** RECORDS FOR THIS EXERCISE follows **
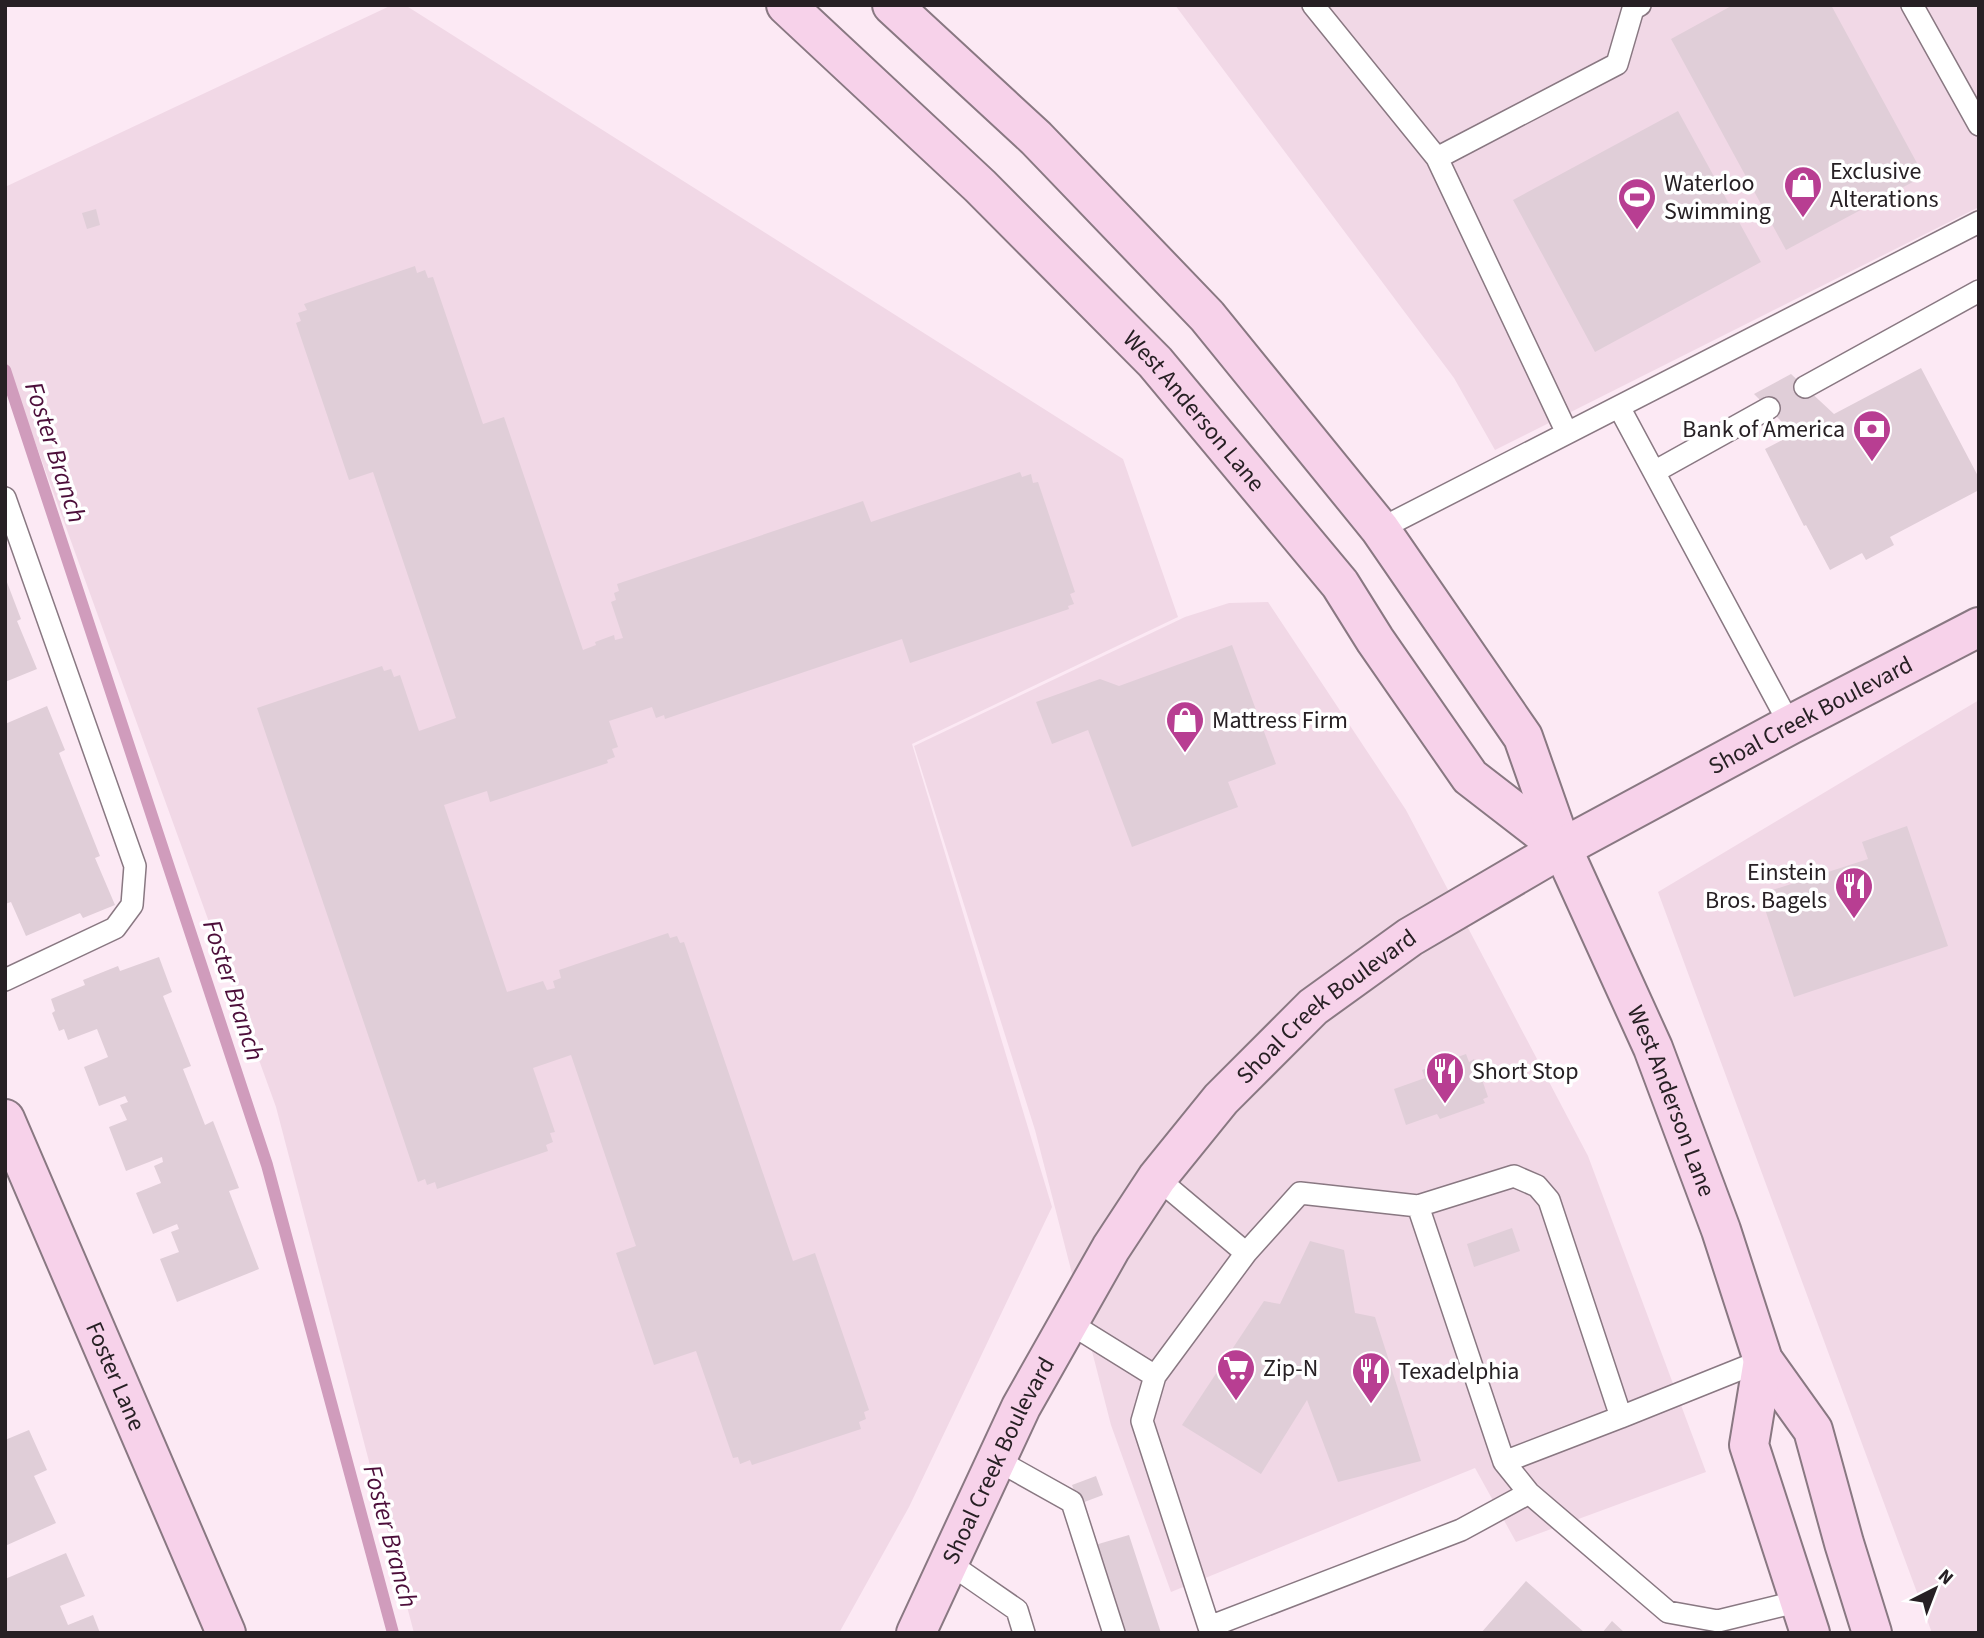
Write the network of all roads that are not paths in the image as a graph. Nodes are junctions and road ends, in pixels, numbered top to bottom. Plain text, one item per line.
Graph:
1 (892, 5) edge
2 (1313, 5) edge
3 (1640, 5) edge
4 (1912, 5) edge
5 (790, 9) edge
6 (1979, 125) edge
7 (1437, 158) junction
8 (1979, 222) edge
9 (1979, 291) edge
10 (1805, 387) dead end
11 (1619, 407) junction
12 (1769, 408) dead end
13 (1567, 433) junction
14 (1654, 472) junction
15 (5, 498) edge
16 (1380, 529) junction
17 (1979, 627) edge
18 (1790, 725) junction
19 (1562, 848) junction
20 (5, 981) edge
21 (5, 1119) edge
22 (1157, 1178) junction
23 (1418, 1206) junction
24 (1246, 1253) junction
25 (1068, 1322) junction
26 (1763, 1360) junction
27 (1155, 1376) junction
28 (1621, 1417) junction
29 (997, 1460) junction
30 (1504, 1462) junction
31 (1529, 1493) junction
32 (949, 1563) junction
33 (1805, 1617) edge
34 (1210, 1630) edge
35 (226, 1633) edge
36 (916, 1633) edge
37 (1024, 1633) edge
38 (1114, 1633) edge
39 (1872, 1633) edge

1 - 16 main road, West Anderson Lane
2 - 7 lane
3 - 7 lane
4 - 6 lane
5 - 19 main road, West Anderson Lane
7 - 13 lane
8 - 11 lane
9 - 10 lane
11 - 13 lane
11 - 14 lane
12 - 14 lane
13 - 16 lane
14 - 18 lane
15 - 20 lane
16 - 19 main road, West Anderson Lane
17 - 18 main road, Shoal Creek Boulevard
18 - 19 main road, Shoal Creek Boulevard
19 - 22 main road, Shoal Creek Boulevard
19 - 26 main road, West Anderson Lane
21 - 35 main road, Foster Lane
22 - 24 lane
22 - 25 main road, Shoal Creek Boulevard
23 - 24 lane
23 - 28 lane
23 - 30 lane
24 - 27 lane
25 - 27 lane
25 - 29 main road, Shoal Creek Boulevard
26 - 28 lane
26 - 33 main road, West Anderson Lane
26 - 39 main road, West Anderson Lane
27 - 34 lane
28 - 30 lane
29 - 32 main road, Shoal Creek Boulevard
29 - 38 lane
30 - 31 lane
31 - 33 lane
31 - 34 lane
32 - 36 main road, Shoal Creek Boulevard
32 - 37 lane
** End of RECORDS FOR THIS EXERCISE **
**EXERCISE BRIEF**. Every line of the listing is to be repeated exactly, and the pictures are to be dropped.

**RESPONSE BELOW**.
Write the network of all roads that are not paths in the image as a graph. Nodes are junctions and road ends, in pixels, numbered top to bottom. Plain text, one item per line.
Graph:
1 (892, 5) edge
2 (1313, 5) edge
3 (1640, 5) edge
4 (1912, 5) edge
5 (790, 9) edge
6 (1979, 125) edge
7 (1437, 158) junction
8 (1979, 222) edge
9 (1979, 291) edge
10 (1805, 387) dead end
11 (1619, 407) junction
12 (1769, 408) dead end
13 (1567, 433) junction
14 (1654, 472) junction
15 (5, 498) edge
16 (1380, 529) junction
17 (1979, 627) edge
18 (1790, 725) junction
19 (1562, 848) junction
20 (5, 981) edge
21 (5, 1119) edge
22 (1157, 1178) junction
23 (1418, 1206) junction
24 (1246, 1253) junction
25 (1068, 1322) junction
26 (1763, 1360) junction
27 (1155, 1376) junction
28 (1621, 1417) junction
29 (997, 1460) junction
30 (1504, 1462) junction
31 (1529, 1493) junction
32 (949, 1563) junction
33 (1805, 1617) edge
34 (1210, 1630) edge
35 (226, 1633) edge
36 (916, 1633) edge
37 (1024, 1633) edge
38 (1114, 1633) edge
39 (1872, 1633) edge

1 - 16 main road, West Anderson Lane
2 - 7 lane
3 - 7 lane
4 - 6 lane
5 - 19 main road, West Anderson Lane
7 - 13 lane
8 - 11 lane
9 - 10 lane
11 - 13 lane
11 - 14 lane
12 - 14 lane
13 - 16 lane
14 - 18 lane
15 - 20 lane
16 - 19 main road, West Anderson Lane
17 - 18 main road, Shoal Creek Boulevard
18 - 19 main road, Shoal Creek Boulevard
19 - 22 main road, Shoal Creek Boulevard
19 - 26 main road, West Anderson Lane
21 - 35 main road, Foster Lane
22 - 24 lane
22 - 25 main road, Shoal Creek Boulevard
23 - 24 lane
23 - 28 lane
23 - 30 lane
24 - 27 lane
25 - 27 lane
25 - 29 main road, Shoal Creek Boulevard
26 - 28 lane
26 - 33 main road, West Anderson Lane
26 - 39 main road, West Anderson Lane
27 - 34 lane
28 - 30 lane
29 - 32 main road, Shoal Creek Boulevard
29 - 38 lane
30 - 31 lane
31 - 33 lane
31 - 34 lane
32 - 36 main road, Shoal Creek Boulevard
32 - 37 lane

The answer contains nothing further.